(Task prompt)
Images excluded, reproduce each line of the records exactly as it stands.
++++++++++++++++++++
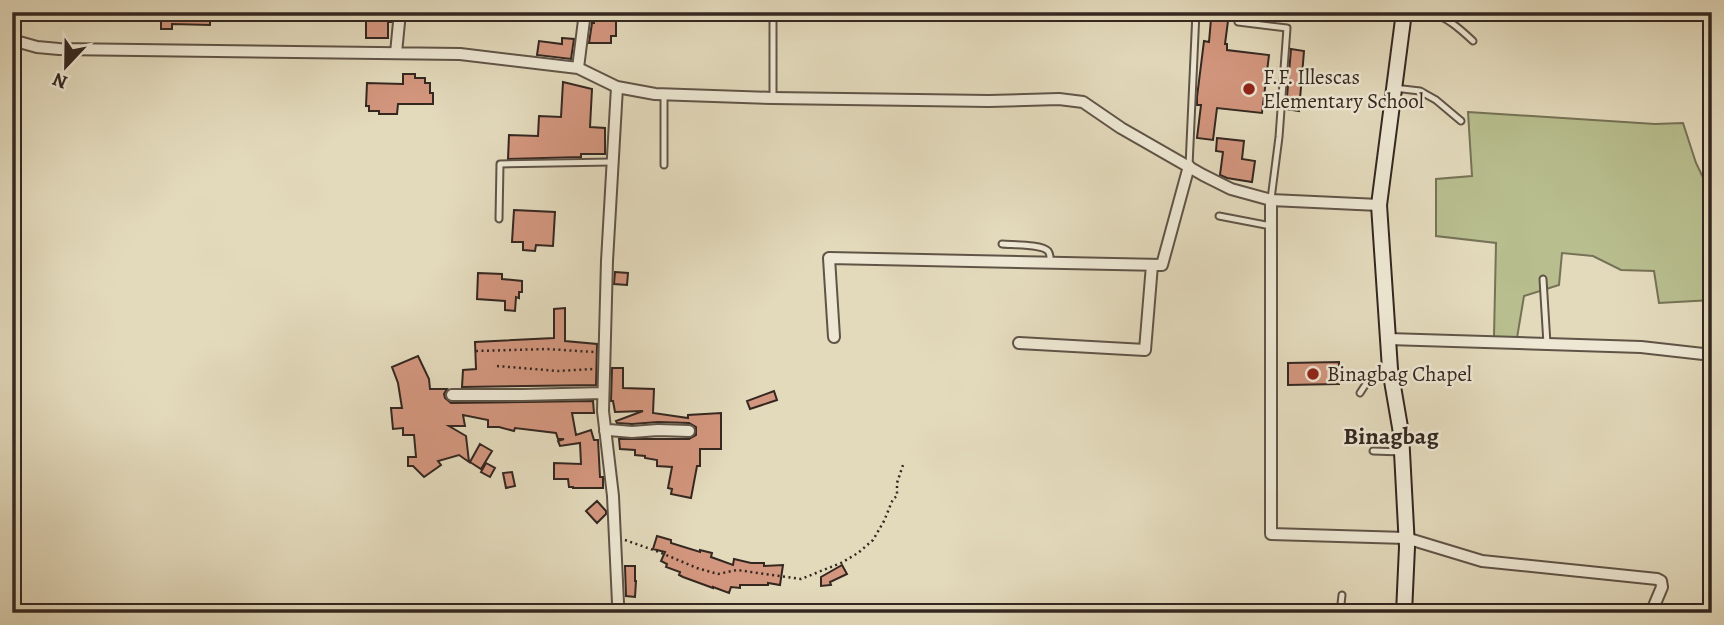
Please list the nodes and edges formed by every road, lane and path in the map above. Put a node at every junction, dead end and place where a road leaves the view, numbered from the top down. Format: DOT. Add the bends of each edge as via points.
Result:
graph roads {
  1 [pos="400,12"];
  2 [pos="585,12"];
  3 [pos="773,12"];
  4 [pos="1196,12"];
  5 [pos="1404,12"];
  6 [pos="1428,12"];
  7 [pos="1238,22"];
  8 [pos="12,40"];
  9 [pos="1473,41"];
  10 [pos="396,52"];
  11 [pos="578,68"];
  12 [pos="617,87"];
  13 [pos="1394,88"];
  14 [pos="664,94"];
  15 [pos="773,98"];
  16 [pos="1461,121"];
  17 [pos="612,162"];
  18 [pos="664,165"];
  19 [pos="1189,166"];
  20 [pos="1271,200"];
  21 [pos="1379,205"];
  22 [pos="1219,216"];
  23 [pos="499,219"];
  24 [pos="1271,226"];
  25 [pos="1002,244"];
  26 [pos="1050,263"];
  27 [pos="1152,264"];
  28 [pos="1543,279"];
  29 [pos="834,337"];
  30 [pos="1388,339"];
  31 [pos="1019,343"];
  32 [pos="1547,344"];
  33 [pos="476,351"];
  34 [pos="604,352"];
  35 [pos="1712,355"];
  36 [pos="497,366"];
  37 [pos="604,369"];
  38 [pos="1390,369"];
  39 [pos="603,393"];
  40 [pos="1360,393"];
  41 [pos="452,395"];
  42 [pos="605,431"];
  43 [pos="689,431"];
  44 [pos="1373,451"];
  45 [pos="1402,452"];
  46 [pos="904,462"];
  47 [pos="615,537"];
  48 [pos="1406,538"];
  49 [pos="1342,595"];
  50 [pos="1654,606"];
  51 [pos="1404,609"];
  52 [pos="617,613"];
  53 [pos="1340,613"];
  54 [pos="1419,613"];
  1 -- 10 [label="street"];
  2 -- 11 [label="street"];
  3 -- 15 [label="lane"];
  4 -- 19 [label="lane"];
  5 -- 13 [label="main road"];
  6 -- 9 [label="lane" via="1454,24"];
  7 -- 20 [label="lane" via="1287,28"];
  8 -- 10 [label="street" via="59,49"];
  10 -- 11 [label="street" via="460,54"];
  11 -- 12 [label="street"];
  12 -- 14 [label="street"];
  12 -- 17 [label="street"];
  13 -- 16 [label="lane" via="1420,91"];
  13 -- 21 [label="main road"];
  14 -- 15 [label="street"];
  14 -- 18 [label="lane"];
  15 -- 19 [label="street" via="1083,102"];
  17 -- 23 [label="lane" via="500,164"];
  17 -- 34 [label="street"];
  19 -- 20 [label="street" via="1231,189"];
  19 -- 27 [label="street" via="1162,265"];
  20 -- 21 [label="street"];
  20 -- 24 [label="street"];
  21 -- 30 [label="main road"];
  22 -- 24 [label="lane"];
  24 -- 48 [label="street" via="1271,534"];
  25 -- 26 [label="lane" via="1041,247 1048,251"];
  26 -- 27 [label="street"];
  26 -- 29 [label="street" via="829,258"];
  27 -- 31 [label="street" via="1145,350"];
  28 -- 32 [label="lane"];
  30 -- 32 [label="street"];
  30 -- 38 [label="main road"];
  32 -- 35 [label="street"];
  33 -- 34 [label="path"];
  34 -- 37 [label="street"];
  36 -- 37 [label="path"];
  37 -- 39 [label="street"];
  38 -- 40 [label="lane" via="1373,376"];
  38 -- 45 [label="main road"];
  39 -- 41 [label="street"];
  39 -- 42 [label="street"];
  42 -- 43 [label="street"];
  42 -- 47 [label="street"];
  44 -- 45 [label="lane"];
  45 -- 48 [label="main road"];
  46 -- 47 [label="path" via="897,496 873,540 841,563 802,579 737,570 718,574"];
  47 -- 52 [label="street"];
  48 -- 50 [label="street" via="1482,561 1657,579 1662,587"];
  48 -- 51 [label="main road"];
  49 -- 53 [label="lane"];
  51 -- 54 [label="lane"];
}
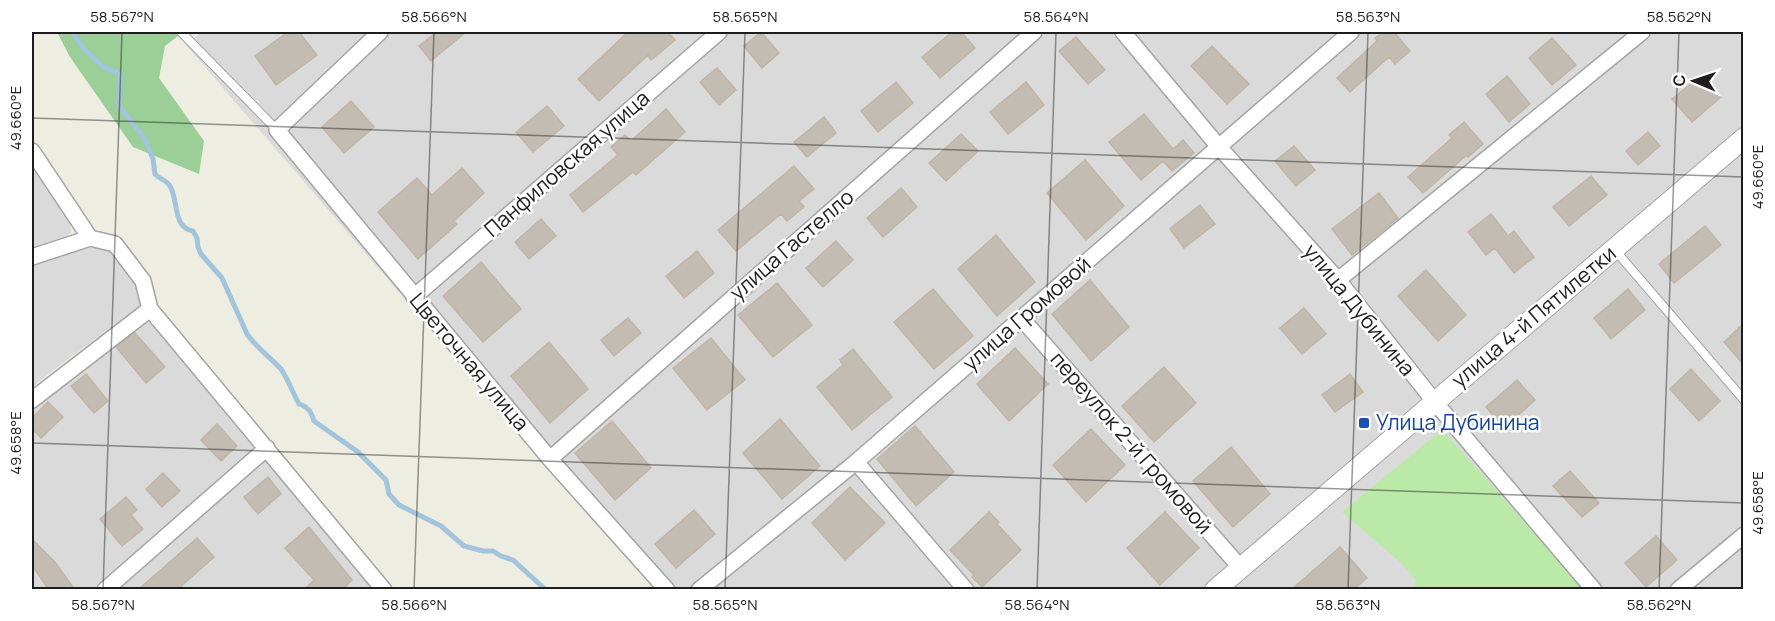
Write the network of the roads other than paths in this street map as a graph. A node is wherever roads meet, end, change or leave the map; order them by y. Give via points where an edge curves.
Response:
1 (181, 32) edge
2 (380, 32) edge
3 (719, 32) edge
4 (1034, 32) edge
5 (1123, 32) edge
6 (1351, 32) edge
7 (1642, 32) edge
8 (277, 130) junction
9 (1743, 138) edge
10 (1219, 147) junction
11 (32, 151) edge
12 (90, 238) junction
13 (1614, 249) junction
14 (32, 257) edge
15 (1338, 280) junction
16 (414, 297) junction
17 (150, 309) junction
18 (1022, 319) junction
19 (32, 400) edge
20 (1743, 400) edge
21 (1434, 401) junction
22 (267, 448) junction
23 (550, 459) junction
24 (856, 462) junction
25 (1743, 535) edge
26 (1240, 567) junction
27 (378, 587) edge
28 (105, 590) edge
29 (667, 590) edge
30 (699, 590) edge
31 (966, 590) edge
32 (1215, 590) edge
33 (1594, 590) edge
34 (1678, 590) edge

1 - 8 lane
2 - 8 street
3 - 16 street, Панфиловская улица
4 - 23 street, улица Гастелло
5 - 10 street, улица Дубинина
6 - 10 street, улица Громовой
7 - 15 street
8 - 16 street, Цветочная улица
9 - 13 street, улица 4-й Пятилетки
10 - 15 street, улица Дубинина
10 - 18 street, улица Громовой
11 - 12 street
12 - 14 street
12 - 17 street via 116,244 143,281
13 - 20 lane
13 - 21 street, улица 4-й Пятилетки
15 - 21 street, улица Дубинина
16 - 23 street, Цветочная улица
17 - 19 street
17 - 22 street
18 - 24 street, улица Громовой
18 - 26 street, переулок 2-й Громовой
21 - 26 street, улица 4-й Пятилетки
21 - 33 street, улица Дубинина
22 - 27 street
22 - 28 street
23 - 29 street, Цветочная улица
24 - 30 street, улица Громовой
24 - 31 street
25 - 34 street
26 - 32 street, улица 4-й Пятилетки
++++++++++++++++++++
(Answer box)
Please list the nodes and edges formed by every road, lane and path in the map above. Put a node at every junction, dead end and place where a road leaves the view, numbered from the top down. Format: DOT. Add the bends of each edge as via points.
Result:
graph roads {
  1 [pos="400,12"];
  2 [pos="585,12"];
  3 [pos="773,12"];
  4 [pos="1196,12"];
  5 [pos="1404,12"];
  6 [pos="1428,12"];
  7 [pos="1238,22"];
  8 [pos="12,40"];
  9 [pos="1473,41"];
  10 [pos="396,52"];
  11 [pos="578,68"];
  12 [pos="617,87"];
  13 [pos="1394,88"];
  14 [pos="664,94"];
  15 [pos="773,98"];
  16 [pos="1461,121"];
  17 [pos="612,162"];
  18 [pos="664,165"];
  19 [pos="1189,166"];
  20 [pos="1271,200"];
  21 [pos="1379,205"];
  22 [pos="1219,216"];
  23 [pos="499,219"];
  24 [pos="1271,226"];
  25 [pos="1002,244"];
  26 [pos="1050,263"];
  27 [pos="1152,264"];
  28 [pos="1543,279"];
  29 [pos="834,337"];
  30 [pos="1388,339"];
  31 [pos="1019,343"];
  32 [pos="1547,344"];
  33 [pos="476,351"];
  34 [pos="604,352"];
  35 [pos="1712,355"];
  36 [pos="497,366"];
  37 [pos="604,369"];
  38 [pos="1390,369"];
  39 [pos="603,393"];
  40 [pos="1360,393"];
  41 [pos="452,395"];
  42 [pos="605,431"];
  43 [pos="689,431"];
  44 [pos="1373,451"];
  45 [pos="1402,452"];
  46 [pos="904,462"];
  47 [pos="615,537"];
  48 [pos="1406,538"];
  49 [pos="1342,595"];
  50 [pos="1654,606"];
  51 [pos="1404,609"];
  52 [pos="617,613"];
  53 [pos="1340,613"];
  54 [pos="1419,613"];
  1 -- 10 [label="street"];
  2 -- 11 [label="street"];
  3 -- 15 [label="lane"];
  4 -- 19 [label="lane"];
  5 -- 13 [label="main road"];
  6 -- 9 [label="lane" via="1454,24"];
  7 -- 20 [label="lane" via="1287,28"];
  8 -- 10 [label="street" via="59,49"];
  10 -- 11 [label="street" via="460,54"];
  11 -- 12 [label="street"];
  12 -- 14 [label="street"];
  12 -- 17 [label="street"];
  13 -- 16 [label="lane" via="1420,91"];
  13 -- 21 [label="main road"];
  14 -- 15 [label="street"];
  14 -- 18 [label="lane"];
  15 -- 19 [label="street" via="1083,102"];
  17 -- 23 [label="lane" via="500,164"];
  17 -- 34 [label="street"];
  19 -- 20 [label="street" via="1231,189"];
  19 -- 27 [label="street" via="1162,265"];
  20 -- 21 [label="street"];
  20 -- 24 [label="street"];
  21 -- 30 [label="main road"];
  22 -- 24 [label="lane"];
  24 -- 48 [label="street" via="1271,534"];
  25 -- 26 [label="lane" via="1041,247 1048,251"];
  26 -- 27 [label="street"];
  26 -- 29 [label="street" via="829,258"];
  27 -- 31 [label="street" via="1145,350"];
  28 -- 32 [label="lane"];
  30 -- 32 [label="street"];
  30 -- 38 [label="main road"];
  32 -- 35 [label="street"];
  33 -- 34 [label="path"];
  34 -- 37 [label="street"];
  36 -- 37 [label="path"];
  37 -- 39 [label="street"];
  38 -- 40 [label="lane" via="1373,376"];
  38 -- 45 [label="main road"];
  39 -- 41 [label="street"];
  39 -- 42 [label="street"];
  42 -- 43 [label="street"];
  42 -- 47 [label="street"];
  44 -- 45 [label="lane"];
  45 -- 48 [label="main road"];
  46 -- 47 [label="path" via="897,496 873,540 841,563 802,579 737,570 718,574"];
  47 -- 52 [label="street"];
  48 -- 50 [label="street" via="1482,561 1657,579 1662,587"];
  48 -- 51 [label="main road"];
  49 -- 53 [label="lane"];
  51 -- 54 [label="lane"];
}
Write the network of the roads other than paths in this street map as a graph. A node is wherever roads meet, end, change or leave the map; order them by y. Give via points where an edge curves.
Response:
1 (181, 32) edge
2 (380, 32) edge
3 (719, 32) edge
4 (1034, 32) edge
5 (1123, 32) edge
6 (1351, 32) edge
7 (1642, 32) edge
8 (277, 130) junction
9 (1743, 138) edge
10 (1219, 147) junction
11 (32, 151) edge
12 (90, 238) junction
13 (1614, 249) junction
14 (32, 257) edge
15 (1338, 280) junction
16 (414, 297) junction
17 (150, 309) junction
18 (1022, 319) junction
19 (32, 400) edge
20 (1743, 400) edge
21 (1434, 401) junction
22 (267, 448) junction
23 (550, 459) junction
24 (856, 462) junction
25 (1743, 535) edge
26 (1240, 567) junction
27 (378, 587) edge
28 (105, 590) edge
29 (667, 590) edge
30 (699, 590) edge
31 (966, 590) edge
32 (1215, 590) edge
33 (1594, 590) edge
34 (1678, 590) edge

1 - 8 lane
2 - 8 street
3 - 16 street, Панфиловская улица
4 - 23 street, улица Гастелло
5 - 10 street, улица Дубинина
6 - 10 street, улица Громовой
7 - 15 street
8 - 16 street, Цветочная улица
9 - 13 street, улица 4-й Пятилетки
10 - 15 street, улица Дубинина
10 - 18 street, улица Громовой
11 - 12 street
12 - 14 street
12 - 17 street via 116,244 143,281
13 - 20 lane
13 - 21 street, улица 4-й Пятилетки
15 - 21 street, улица Дубинина
16 - 23 street, Цветочная улица
17 - 19 street
17 - 22 street
18 - 24 street, улица Громовой
18 - 26 street, переулок 2-й Громовой
21 - 26 street, улица 4-й Пятилетки
21 - 33 street, улица Дубинина
22 - 27 street
22 - 28 street
23 - 29 street, Цветочная улица
24 - 30 street, улица Громовой
24 - 31 street
25 - 34 street
26 - 32 street, улица 4-й Пятилетки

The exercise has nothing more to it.